Special needs crisis deepens

Hundreds of special needs children at three schools in Buffalo City Metro are spending as little as three hours at school.
Hundreds of special needs children at three schools in Buffalo City Metro are spending as little as three hours at school.  Image: Randell Roskruge

Hundreds of special needs children at three schools in Buffalo City Metro are spending as little as three hours at school because of a go-slow over the provincial education department’s failure to pay overtime.

Since the Dispatch team started reporting on the impact of the work-to-rule labour action on special needs schools last week, we have learnt the number of children affected is not 92 but 542 – and in some institutions the go-slow protest is not four months old but nine.

It was in October that some staff first stopped putting in extra hours.

There is a total of 450 pupils attending Parklands Special Needs School in Beacon Bay and Khayalethu Special Needs Schools in North End, and many have been arriving two hours late at school and are only getting a maximum of three hours of schooling a day.

This has severely affected operations at the school. We do not blame the drivers. We understand their frustrations. We need the departments [education and treasury] to resolve this urgently.

This has been the case since October, when the school bus drivers starting working just the hours they get paid for in retaliation against unpaid overtime that dates back to 2013. Instead of picking up the vulnerable children from their homes at around 6am as they had been doing, drivers are now working from 8am as per their work description.

Last week the Dispatch reported on Vukuhambe Special Needs School in Mdantsane, where 92 disabled pupils who live in the school’s hostel have been left unattended on weekends due to a similar action by non-teaching staff. The support staff at Vukuhambe – including cleaners, cooks, caregivers, drivers and security officers – stopped putting in extra hours and working on weekends in March due to unpaid overtime that dates back to 2008.

As a result, the disabled pupils who live at the school’s hostel, some as young as eight years old and some with no limbs, are left to fend for themselves on weekends. As a result – apart from struggling to feed and relieve themselves – they have endured a robbery at the school, pupils stabbing each other and some having seizures, all with no adult around.

Speaking to the Dispatch yesterday, the principal of Parklands in Beacon Bay, Eugene Marais, said the 250 pupils who are transported to and from school from areas in and around East London and King William’s Town arrive at school after 10am.

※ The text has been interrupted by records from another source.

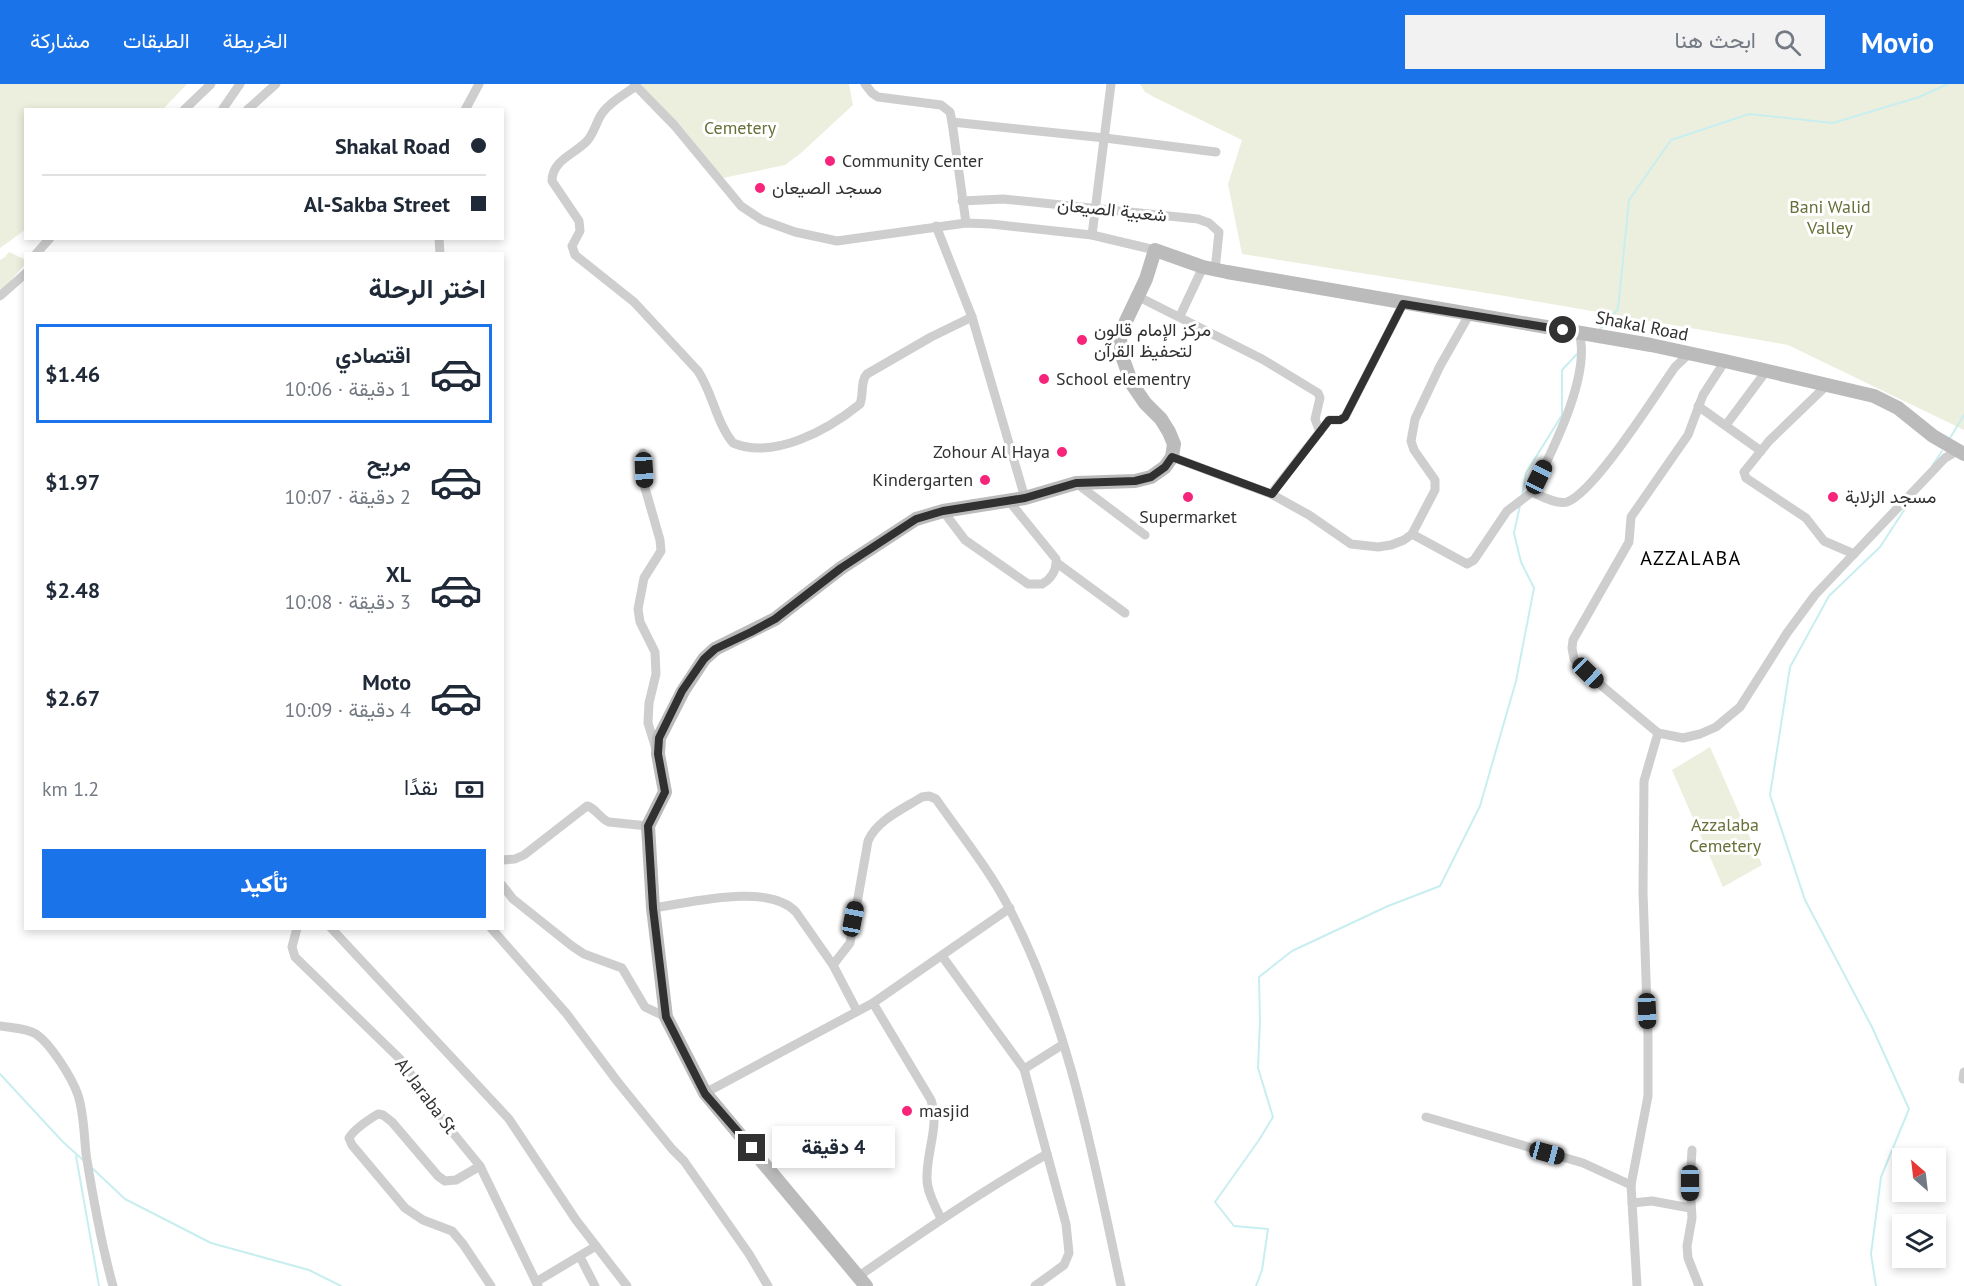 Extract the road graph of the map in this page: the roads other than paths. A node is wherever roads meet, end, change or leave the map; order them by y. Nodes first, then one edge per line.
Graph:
1 (211, 84) edge
2 (240, 84) edge
3 (276, 84) edge
4 (479, 84) edge
5 (865, 84) edge
6 (1111, 84) edge
7 (635, 85) edge
8 (186, 108) edge
9 (223, 108) edge
10 (249, 108) edge
11 (466, 108) edge
12 (952, 122) junction
13 (1105, 138) junction
14 (1216, 152) dead end
15 (962, 201) junction
16 (1095, 209) junction
17 (966, 223) junction
18 (936, 226) junction
19 (1092, 235) junction
20 (48, 240) edge
21 (1155, 250) junction
22 (38, 252) edge
23 (1209, 268) junction
24 (24, 276) edge
25 (0, 296) edge
26 (1137, 296) junction
27 (1403, 304) junction
28 (1468, 315) junction
29 (1180, 316) junction
30 (972, 317) junction
31 (1579, 333) junction
32 (1690, 353) junction
33 (1725, 361) junction
34 (1767, 370) junction
35 (1826, 386) junction
36 (1698, 406) junction
37 (1726, 425) junction
38 (1320, 432) junction
39 (1761, 451) junction
40 (643, 453) dead end
41 (1961, 453) edge
42 (1172, 457) junction
43 (1076, 483) junction
44 (1532, 492) junction
45 (1272, 494) junction
46 (1025, 498) junction
47 (1009, 501) junction
48 (943, 511) junction
49 (1412, 534) junction
50 (1145, 535) dead end
51 (1854, 554) junction
52 (1057, 563) junction
53 (1125, 613) dead end
54 (1658, 733) junction
55 (658, 754) junction
56 (648, 826) junction
57 (504, 860) edge
58 (504, 888) edge
59 (653, 908) junction
60 (1010, 908) junction
61 (296, 930) edge
62 (334, 930) edge
63 (493, 930) edge
64 (942, 956) junction
65 (833, 965) junction
66 (873, 1002) junction
67 (857, 1011) junction
68 (666, 1017) junction
69 (0, 1026) edge
70 (1062, 1045) junction
71 (1024, 1069) junction
72 (705, 1094) junction
73 (1426, 1117) dead end
74 (1692, 1150) dead end
75 (1047, 1154) junction
76 (480, 1166) junction
77 (1631, 1185) junction
78 (1632, 1203) junction
79 (1690, 1208) junction
80 (941, 1219) junction
81 (596, 1246) junction
82 (580, 1257) junction
83 (863, 1281) edge
84 (537, 1284) edge
85 (113, 1286) edge
86 (491, 1286) edge
87 (595, 1286) edge
88 (627, 1286) edge
89 (768, 1286) edge
90 (1035, 1286) edge
91 (1121, 1286) edge
92 (1637, 1286) edge
93 (1699, 1286) edge

1 - 8 street
2 - 9 street
3 - 10 street
4 - 11 street
5 - 12 street
6 - 13 street
7 - 18 street
7 - 30 street
12 - 13 street
12 - 15 street
13 - 14 street
13 - 16 street
15 - 16 street, شعبية الصيعان
15 - 17 street
16 - 19 street
16 - 23 street, شعبية الصيعان
17 - 18 street
17 - 19 street
18 - 30 street
19 - 21 street
20 - 22 street
21 - 23 main road, Shakal Road
21 - 26 main road
23 - 27 main road, Shakal Road
23 - 29 street
24 - 25 street
26 - 29 street
26 - 42 main road
27 - 28 main road, Shakal Road
27 - 38 street
28 - 31 main road, Shakal Road
28 - 49 street
29 - 38 street
30 - 46 street
31 - 32 main road, Shakal Road
31 - 44 street
32 - 33 main road, Shakal Road
32 - 44 street
33 - 34 main road, Shakal Road
33 - 36 street
34 - 35 main road, Shakal Road
34 - 37 street
35 - 39 street
35 - 41 main road, Shakal Road
36 - 37 street
36 - 54 street
37 - 39 street
38 - 45 street
39 - 51 street
40 - 55 street
41 - 51 street
42 - 43 main road
42 - 45 street
43 - 46 main road
43 - 50 street
44 - 49 street
45 - 49 street
46 - 47 main road
47 - 48 main road
47 - 52 street
48 - 52 street
48 - 55 main road
51 - 54 street
52 - 53 street
54 - 77 street
55 - 56 main road
56 - 57 street
56 - 59 main road
58 - 68 street
59 - 65 street
59 - 68 main road
60 - 64 street
60 - 65 street
60 - 70 street
61 - 76 street, Al Jaraba St
62 - 81 street
63 - 89 street
64 - 66 street
64 - 71 street
65 - 67 street
66 - 67 street
66 - 80 street
67 - 72 street
68 - 72 main road
69 - 85 street
70 - 71 street
70 - 91 street
71 - 75 street
72 - 83 main road
73 - 77 street
74 - 79 street
75 - 80 street
75 - 90 street
76 - 84 street, Al Jaraba St
76 - 86 street
77 - 78 street
78 - 79 street
78 - 92 street
79 - 93 street
80 - 83 street
81 - 82 street
81 - 88 street
82 - 84 street
82 - 87 street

“This has severely affected operations at the school. We do not blame the drivers. We understand their frustrations. We need the departments [education and treasury] to resolve this urgently,” said Marais.

Special needs pupils require skilled teachers

The school has nine buses and caters for 271 pupils with severe intellectual disabilities. The school governing body chairwoman at Khayalethu, Nolubabalo Maqubela, whose 17-year-old Down-syndrome son attends the school, said it was causing instability at the school and in the children’s lives.

Maqubela blamed the Bhisho provincial government for the crisis. “What Bhisho does not understand is that children with mental illnesses have a routine and do not take well to abrupt changes. For instance my son gets upset every day when the bus does not arrive at 6.30am, as it used to. I can’t explain to him what is happening. He just runs off,” said Maqubela.

There are 200 pupils at the school with six buses to transport them from and to Mdantsane.

Following the Dispatch report, Bhisho DA MPL Edmund van Vuuren visited Parklands and Khayalethu. “The drivers at these schools, who have been fighting tirelessly with the department of education, have been overlooked,” said Van Vuuren.

According to him, the department has never provided schools with a template to correctly capture overtime. He accused the department of using delay tactics. “It claims the template used by the schools, which was given to them by the provincial treasury, is incorrect.”

Education spokesman Malibongwe Mtima said superintendent-general Themba Kojana recently set up a task team to look into the crisis.

“This matter involves different parties, including the treasury. There are many forms that need to submitted and the task team is working tirelessly to ensure those forms comply and to resolve this matter,” said Mtima.

Asked why it took so long for the issue to be dealt with, Mtima put it down to the changing of leadership positions in the education social support services directorate.